In these uncertain times, a garden seems a good idea. Not only are you providing some of the food for your family, but there is something therapeutic about taking a seed all the way through its life cycle, lovingly caring for it until it is ready to be harvested. Even though our war is with a virus, and we are not trying to support troops abroad, creating a space for a personal garden is something we can all do to help ourselves as we isolate. Go ahead get your hands dirty and plant some onions, butternut squash, and a little sage — you will have the stars of Butternut Squash Soup, and the knowledge that you brought them to the table.
Butternut Squash Soup
1 Granny Smith apple
1 large Vidalia onion
2 garlic cloves
3 large butternut squash (about 8 lbs.)
8 cups chicken stock (use veggie if you prefer)
6 tbsp. unsalted butter
1 tbsp. maple syrup
1 tbsp. rubbed sage
1 tsp. cinnamon
1 tsp. nutmeg
Salt and pepper to taste
- Before you begin anything, peel the squash. It actually takes longer than you might think. Also, I would suggest gloves. The acid in the skin of the squash is an extremely effective exfoliant and will make your hands peel. It is not painful, but it looks kind of disturbing the first time. Either way, we need to get the squash peeled and cut into ½ inch cubes.
- Next, while you have your knife out, go ahead and chop the onions. We are going to puree them later so cuts do not matter. Same with the garlic cloves and apple, they are going to be pureed later along with everything else so beautiful knife skills are not a necessity for this dish.
- Melt the butter in a stockpot over medium-high heat. Add your onions, garlic, and granny smith apple to the melted butter. Add maple syrup to the mixture and let it caramelize to a light golden brown color. Add the cinnamon, sage, and nutmeg as everything is stewing up in the syrup.

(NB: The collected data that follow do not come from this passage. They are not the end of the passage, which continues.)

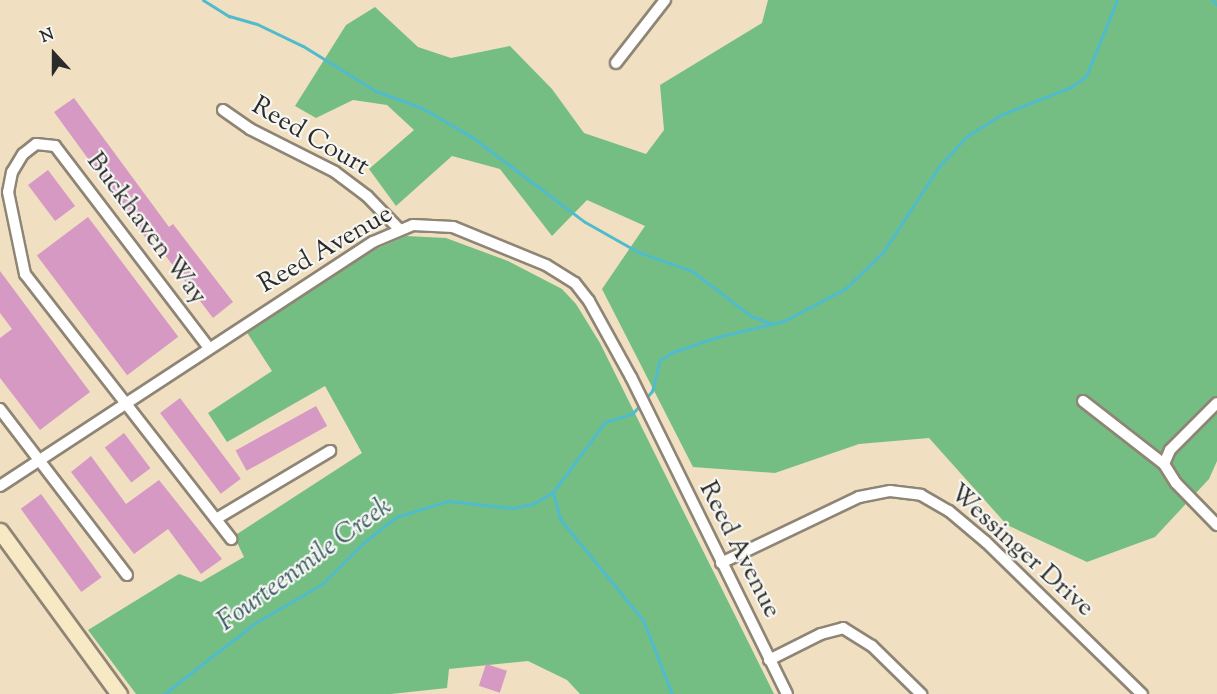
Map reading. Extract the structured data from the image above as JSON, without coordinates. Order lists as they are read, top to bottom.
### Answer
{
  "streets": {
    "street": [
      "Reed Court",
      "Buckhaven Way",
      "Reed Avenue",
      "Wessinger Drive"
    ]
  },
  "crossings": [
    ["Reed Court", "Reed Avenue"],
    ["Buckhaven Way", "Reed Avenue"],
    ["Reed Avenue", "Wessinger Drive"]
  ],
  "water": ["Fourteenmile Creek"],
  "north": "top"
}
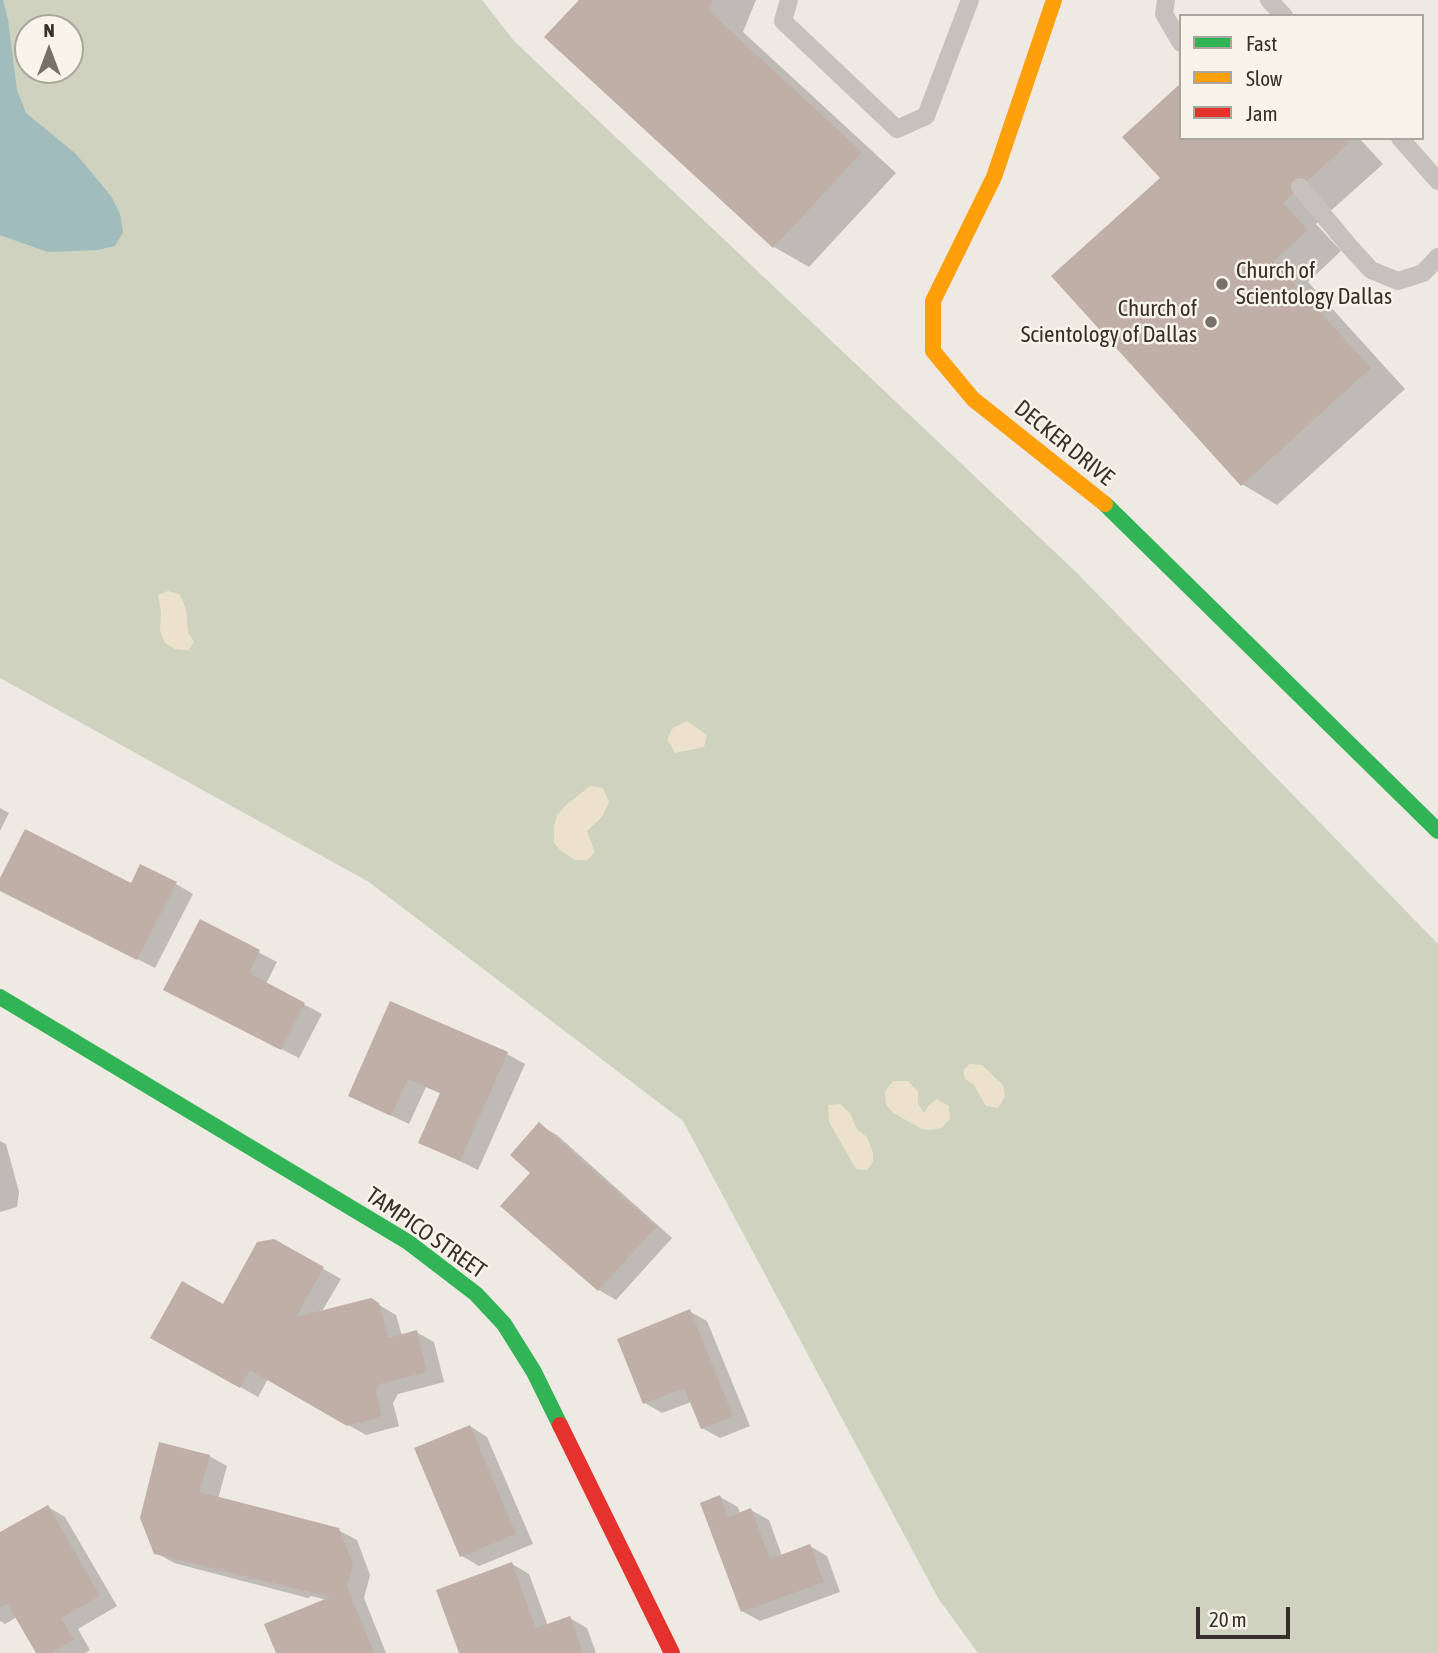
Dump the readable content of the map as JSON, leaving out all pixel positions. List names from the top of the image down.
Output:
{
  "streets": {
    "street": ["DECKER DRIVE", "TAMPICO STREET"]
  },
  "places": ["Church of Scientology Dallas", "Church of Scientology of Dallas"],
  "legend": ["Fast", "Slow", "Jam"],
  "scale_bar": "20 m",
  "north": "top"
}
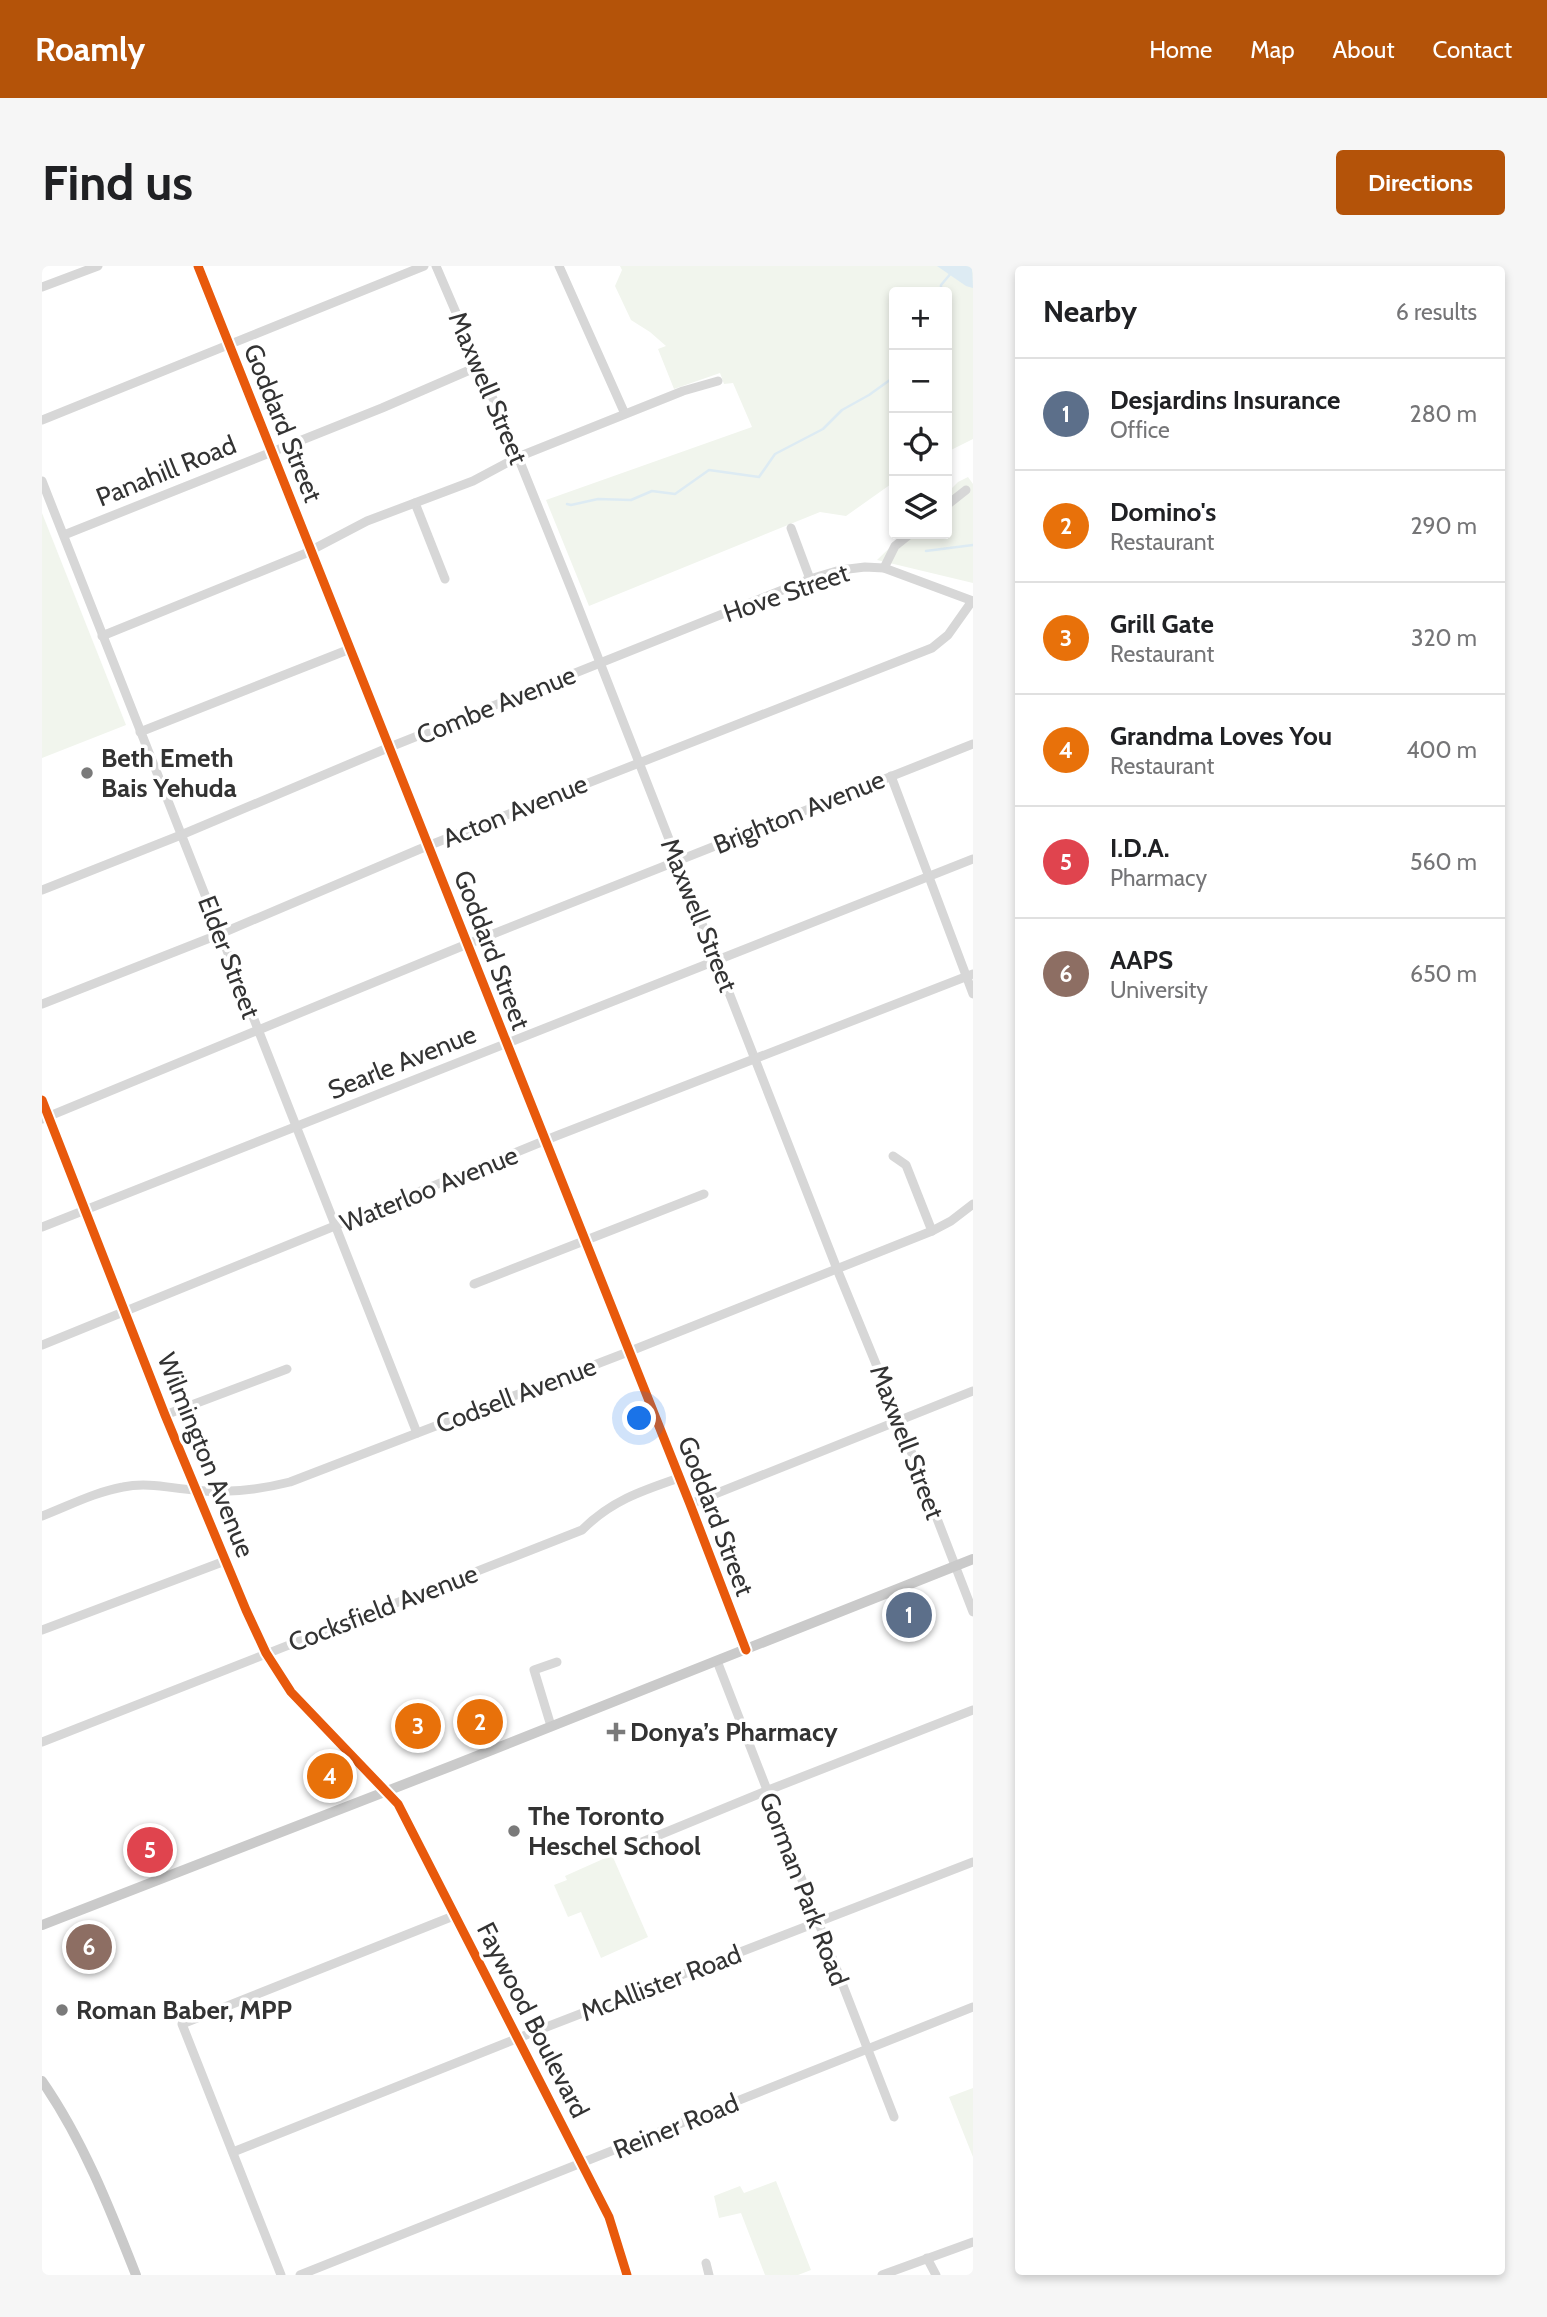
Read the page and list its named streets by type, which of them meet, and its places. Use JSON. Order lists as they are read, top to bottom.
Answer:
{
  "streets": {
    "street": [
      "Maxwell Street",
      "Goddard Street",
      "Panahill Road",
      "Hove Street",
      "Combe Avenue",
      "Acton Avenue",
      "Brighton Avenue",
      "Elder Street",
      "Searle Avenue",
      "Waterloo Avenue",
      "Codsell Avenue",
      "Wilmington Avenue",
      "Cocksfield Avenue",
      "Gorman Park Road",
      "McAllister Road",
      "Faywood Boulevard",
      "Reiner Road"
    ]
  },
  "crossings": [
    ["Maxwell Street", "Panahill Road"],
    ["Maxwell Street", "Hove Street"],
    ["Maxwell Street", "Combe Avenue"],
    ["Maxwell Street", "Acton Avenue"],
    ["Maxwell Street", "Brighton Avenue"],
    ["Maxwell Street", "Searle Avenue"],
    ["Maxwell Street", "Waterloo Avenue"],
    ["Maxwell Street", "Codsell Avenue"],
    ["Goddard Street", "Panahill Road"],
    ["Goddard Street", "Combe Avenue"],
    ["Goddard Street", "Acton Avenue"],
    ["Goddard Street", "Brighton Avenue"],
    ["Goddard Street", "Searle Avenue"],
    ["Goddard Street", "Waterloo Avenue"],
    ["Goddard Street", "Codsell Avenue"],
    ["Goddard Street", "Cocksfield Avenue"],
    ["Panahill Road", "Elder Street"],
    ["Hove Street", "Combe Avenue"],
    ["Hove Street", "Acton Avenue"],
    ["Combe Avenue", "Elder Street"],
    ["Acton Avenue", "Elder Street"],
    ["Brighton Avenue", "Elder Street"],
    ["Brighton Avenue", "Wilmington Avenue"],
    ["Elder Street", "Searle Avenue"],
    ["Elder Street", "Waterloo Avenue"],
    ["Elder Street", "Codsell Avenue"],
    ["Searle Avenue", "Wilmington Avenue"],
    ["Waterloo Avenue", "Wilmington Avenue"],
    ["Codsell Avenue", "Wilmington Avenue"],
    ["Wilmington Avenue", "Cocksfield Avenue"],
    ["Wilmington Avenue", "Faywood Boulevard"],
    ["Gorman Park Road", "McAllister Road"],
    ["Gorman Park Road", "Reiner Road"],
    ["McAllister Road", "Faywood Boulevard"],
    ["Faywood Boulevard", "Reiner Road"]
  ],
  "places": {
    "other": ["Beth Emeth Bais Yehuda", "The Toronto Heschel School", "Roman Baber, MPP"],
    "health": ["Donya’s Pharmacy"]
  },
  "page": {
    "header": "Roamly",
    "nav": [
      "Home",
      "Map",
      "About",
      "Contact"
    ],
    "buttons": "Directions",
    "title": "Find us",
    "heading": ["Nearby", "6 results"],
    "map_buttons": ["+", "−"],
    "list": [
      {
        "mark": "1",
        "name": "Desjardins Insurance",
        "note": "Office",
        "value": "280 m"
      },
      {
        "mark": "2",
        "name": "Domino's",
        "note": "Restaurant",
        "value": "290 m"
      },
      {
        "mark": "3",
        "name": "Grill Gate",
        "note": "Restaurant",
        "value": "320 m"
      },
      {
        "mark": "4",
        "name": "Grandma Loves You",
        "note": "Restaurant",
        "value": "400 m"
      },
      {
        "mark": "5",
        "name": "I.D.A.",
        "note": "Pharmacy",
        "value": "560 m"
      },
      {
        "mark": "6",
        "name": "AAPS",
        "note": "University",
        "value": "650 m"
      }
    ],
    "pins": [
      "1",
      "2",
      "3",
      "4",
      "5",
      "6"
    ]
  }
}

- Your kitchen should smell wonderful at this point. This is usually when my family saunters into the kitchen to check out what is going on. Once the onions, apple, and garlic have softened and melded with the maple syrup, add the squash. Sauté in the stockpot until the squash softens, about 10 minutes.
- Next comes the liquid. Add the chicken stock and bring to a boil. Reduce heat, cover, and simmer until the squash is very soft, about 40 minutes.
- This next step is the fun part. Get out that big ole’ immersion blender and have at that stockpot of deliciousness. You can do this with a blender if you do not have the immersion device. You will have to allow it to cool slightly, and puree it in batches so that you don’t have any soup-all-over-the-kitchen incidents. Whichever method you choose, you are looking to create a velvety smooth texture. At this point, if you are using the traditional blender method, return the soup to the pot. Take a taste to test for seasoning. I don’t salt and pepper until this point because I want to taste how the other spices have brought out the flavor of the soup first. Usually I need about a teaspoon of salt and a few turns of the pepper mill, but it depends upon your own flavor preferences.
- Allow the soup to simmer over low heat for about 20 minutes more. This makes an 8 qt. stockpot of soup and I usually end up freezing some or putting some in Tupperware for leftover meals.
I like to serve this with crumbled Applewood bacon on the side, it adds that extra shot of hominess to the soup, but serve it with whatever toppings your family would like. My kids have tried everything from sour cream to grated asiago cheese; just don’t forget the big hunk of sourdough bread to sop it up.